Research being carried out at Lancaster University will enable business leaders to take more informed decisions about protecting critical infrastructure from cyber attack.

Working with industrial partners Airbus, Raytheon and Thales, experts from Lancaster University’s Security Lancaster Research Centre are researching how to provide business decision-makers with smarter information about cyber risk. This will enable bosses and workers to mitigate against potential attacks.

The ‘MUMBA’ project is specifically focused on threats to ‘industrial control systems’, which manage key infrastructure such as manufacturing plants, power stations, electricity grids, and transport networks. These systems are increasingly connected to the internet, which makes them potentially more vulnerable to cyber-attack from those with hostile intent.

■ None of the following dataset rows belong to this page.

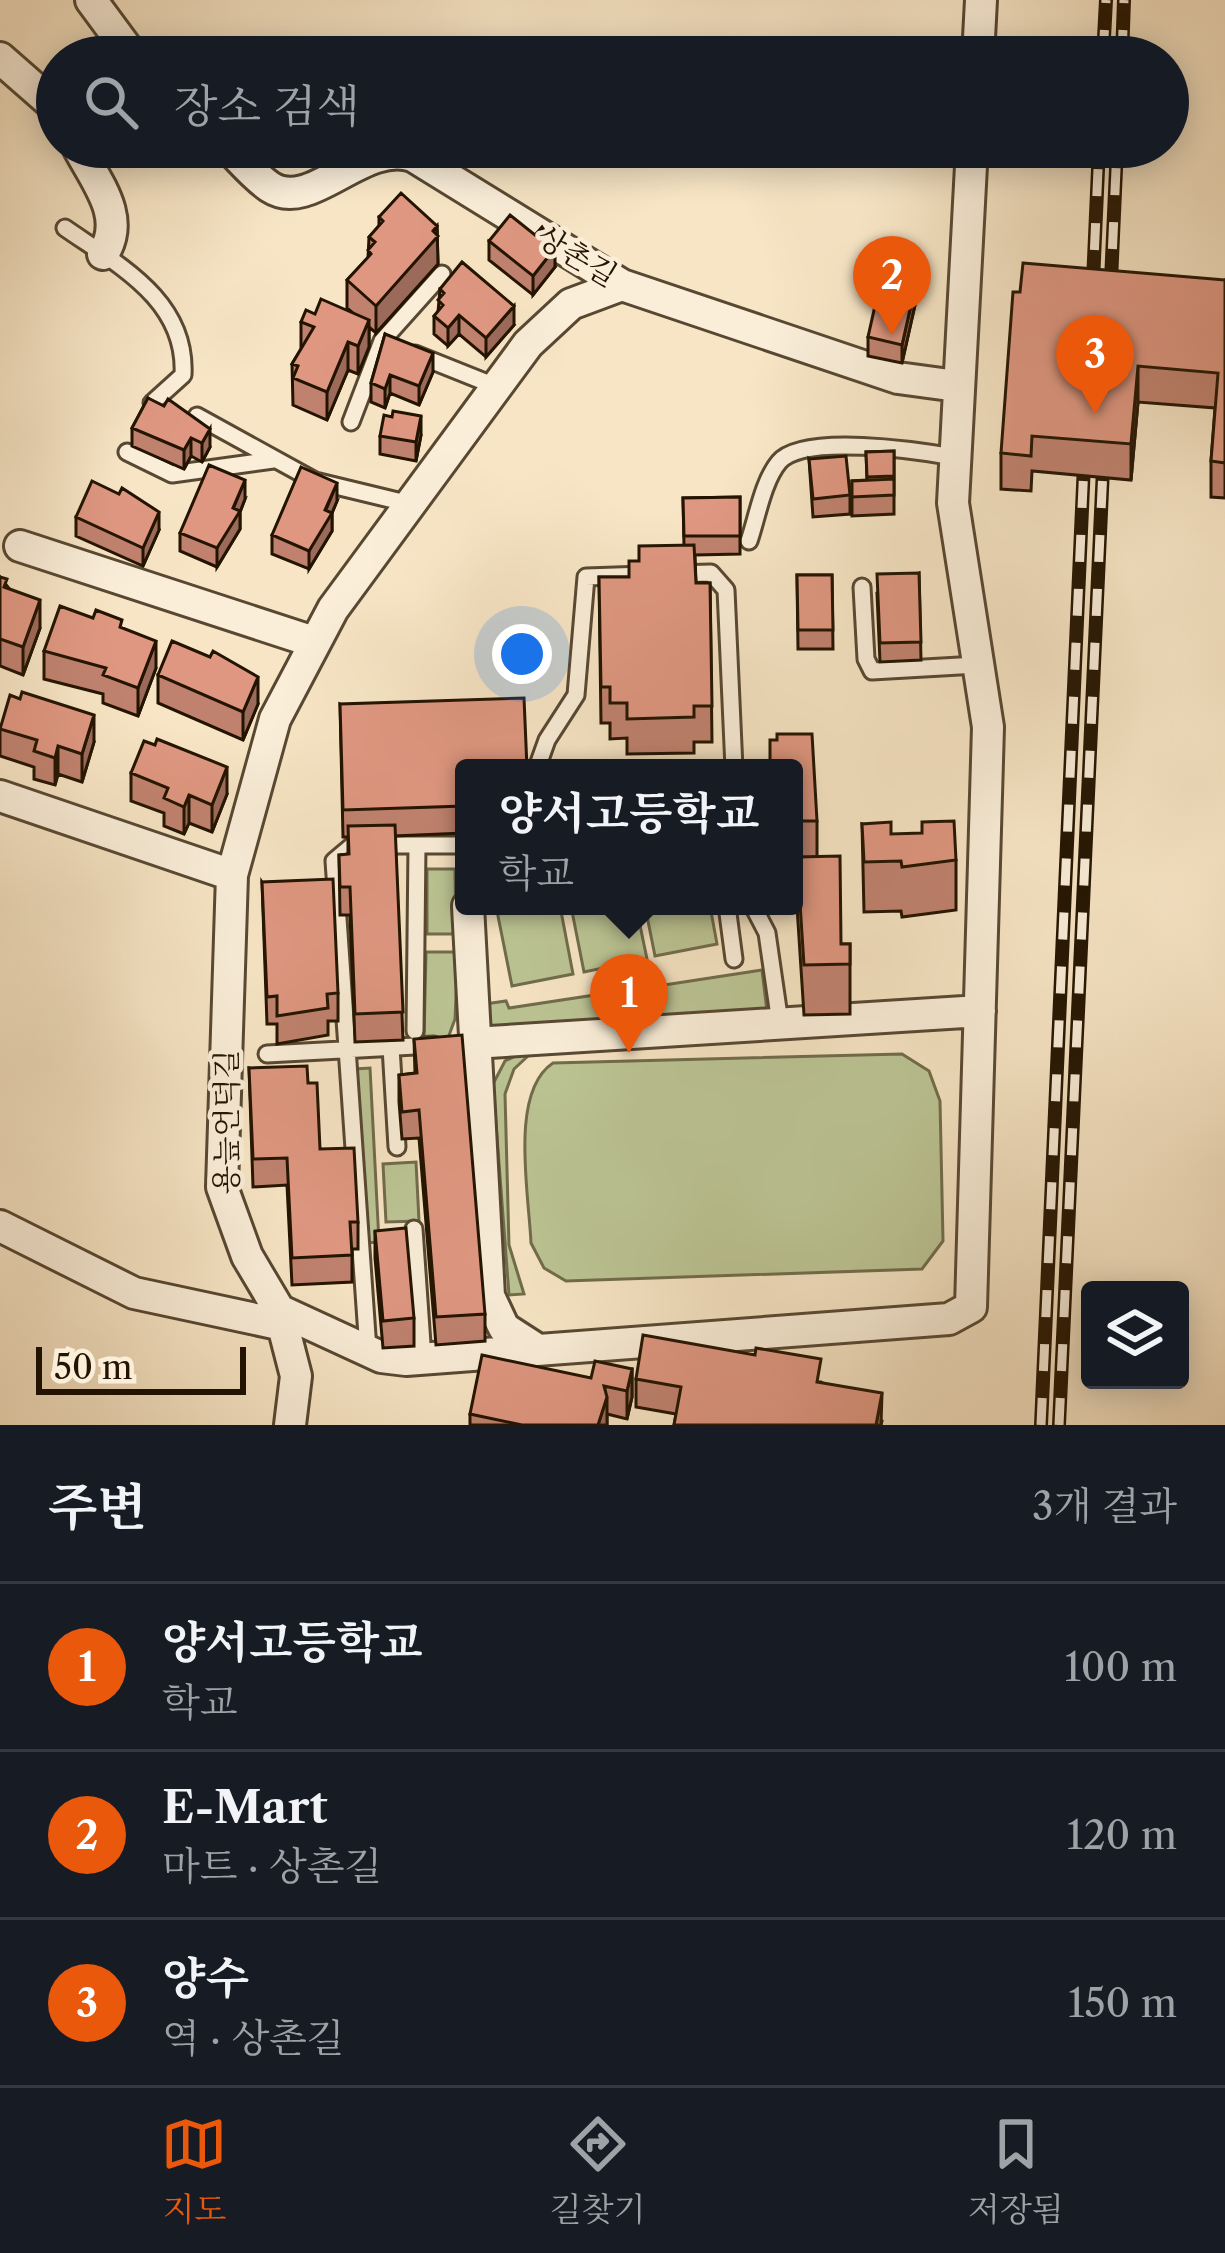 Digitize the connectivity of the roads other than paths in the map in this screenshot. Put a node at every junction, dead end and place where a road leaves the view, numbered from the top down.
1 (91, 0) edge
2 (982, 0) edge
3 (118, 36) edge
4 (979, 36) edge
5 (0, 58) edge
6 (36, 90) edge
7 (88, 168) edge
8 (250, 168) edge
9 (355, 168) edge
10 (432, 168) edge
11 (971, 168) edge
12 (65, 228) dead end
13 (103, 254) junction
14 (442, 274) dead end
15 (622, 285) junction
16 (374, 338) junction
17 (495, 386) junction
18 (958, 386) junction
19 (152, 403) edge
20 (197, 416) edge
21 (351, 422) dead end
22 (127, 452) dead end
23 (954, 457) junction
24 (274, 460) junction
25 (406, 503) junction
26 (749, 541) dead end
27 (20, 546) dead end
28 (862, 587) dead end
29 (314, 642) junction
30 (977, 664) junction
31 (540, 759) edge
32 (734, 759) edge
33 (0, 796) edge
34 (417, 845) junction
35 (455, 845) edge
36 (232, 875) junction
37 (468, 915) edge
38 (729, 915) edge
39 (758, 915) edge
40 (734, 959) dead end
41 (980, 1011) junction
42 (780, 1023) junction
43 (415, 1031) dead end
44 (473, 1043) junction
45 (391, 1047) junction
46 (348, 1050) junction
47 (267, 1054) dead end
48 (397, 1147) dead end
49 (0, 1226) edge
50 (414, 1229) dead end
51 (281, 1317) junction
52 (535, 1348) junction
53 (368, 1350) junction
54 (423, 1358) junction
55 (290, 1425) edge

1 - 3 street
2 - 4 street
5 - 6 street
7 - 13 street
8 - 9 street, 상촌길
10 - 15 street, 상촌길
11 - 18 street
12 - 13 lane
13 - 19 lane
14 - 16 lane
15 - 17 street, 용늪언덕길
15 - 18 street, 상촌길
16 - 17 lane
16 - 21 lane
17 - 25 street, 용늪언덕길
18 - 23 street
20 - 24 lane
22 - 24 lane
23 - 26 lane
23 - 30 street
24 - 25 lane
25 - 29 street, 용늪언덕길
27 - 29 street
28 - 30 lane
29 - 36 street, 용늪언덕길
30 - 41 street
31 - 32 lane
33 - 36 street
34 - 35 lane
34 - 43 lane
34 - 46 lane
36 - 51 street, 용늪언덕길
37 - 44 street
38 - 40 lane
39 - 42 lane
41 - 42 street
41 - 52 street
42 - 44 street
44 - 45 lane
44 - 52 street
45 - 46 lane
45 - 48 lane
46 - 47 lane
46 - 53 lane
49 - 51 street
50 - 54 lane
51 - 53 street
51 - 55 street, 용늪언덕길
52 - 54 street
53 - 54 street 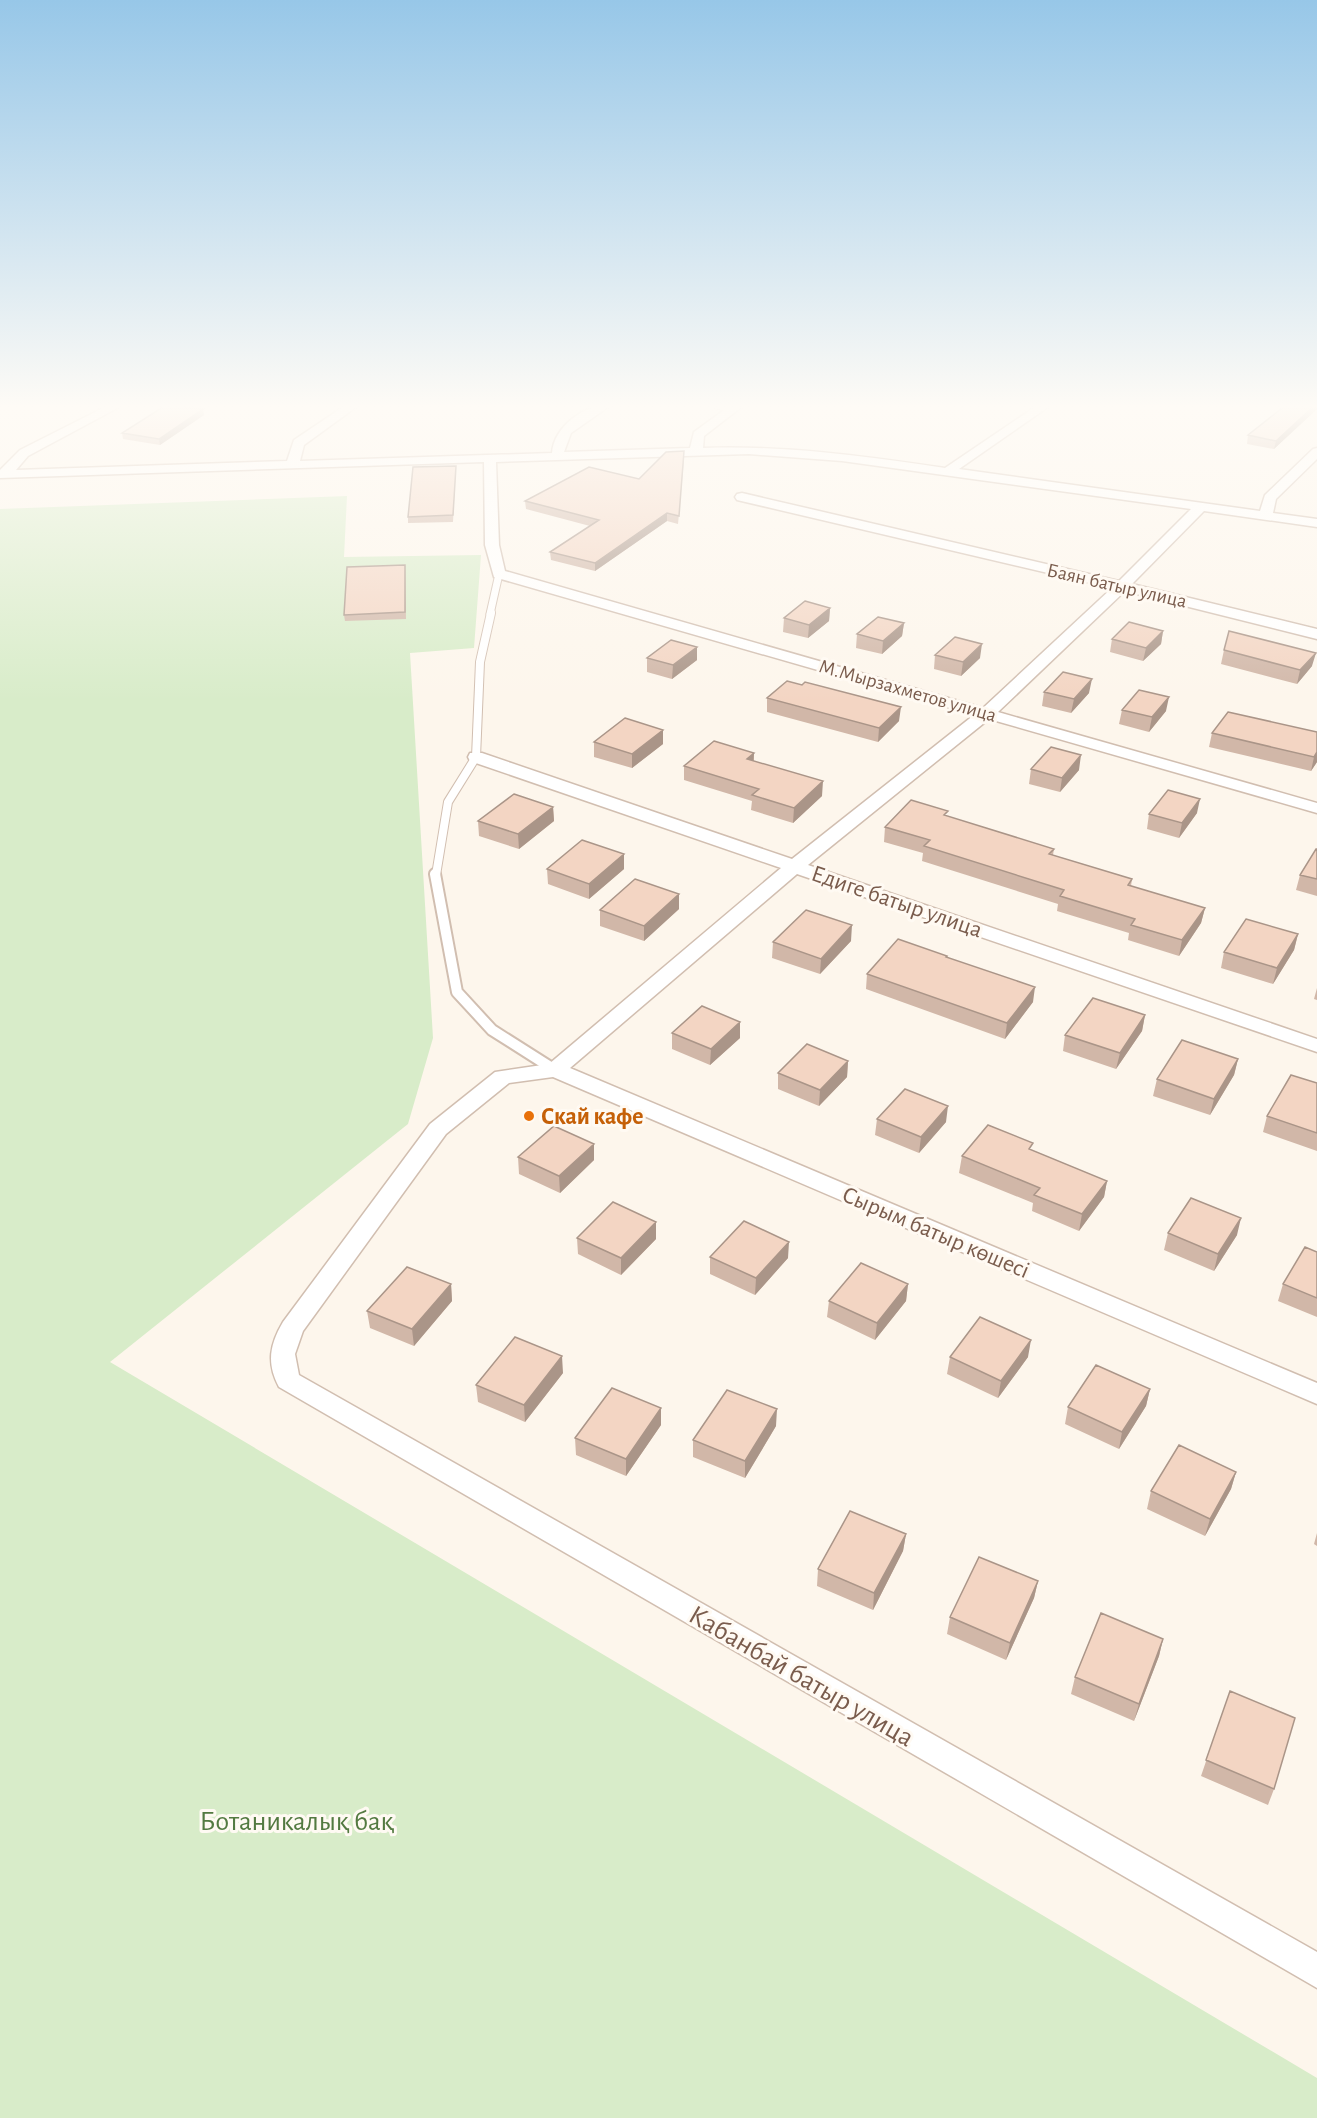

Professor Awais Rashid, lead scientist on MUMBA and director of Lancaster University’s Security Lancaster research centre, said: “This research is about understanding the cyber security risks at the intersection of people and technology. If you give people lots of technical metrics that they don’t understand you get poor decision-making.

“Risk decisions are made not only at board and management level but also by those working with industrial control systems on a day-to-day basis. Our project will produce a software tool that will allow professionals to more effectively understand and visualise risks to industrial control systems.”

The research project, which has received £393,867 funding by the Engineering and Physical Sciences Research Council (EPSRC), will also study the implications of particular security decisions in 20 - 30 years’ time given long operational life of such systems. This will provide information to ensure much needed future-proofing of critical connected infrastructure.

The project aims to become a cornerstone for future research into articulating and translating cyber risk into metrics that can be understood by leaders as business risks.

The project builds on and extends an already extensive programme of research at Lancaster on understanding and mitigating cyber risks to industrial control systems.

The Lancaster University research forms part of a wider £2.5million research programme that is led by Imperial College London and also includes Queen’s University of Belfast, the University of Birmingham, and City University London.

This was posted in Bdaily's Members' News section by Simon Malia .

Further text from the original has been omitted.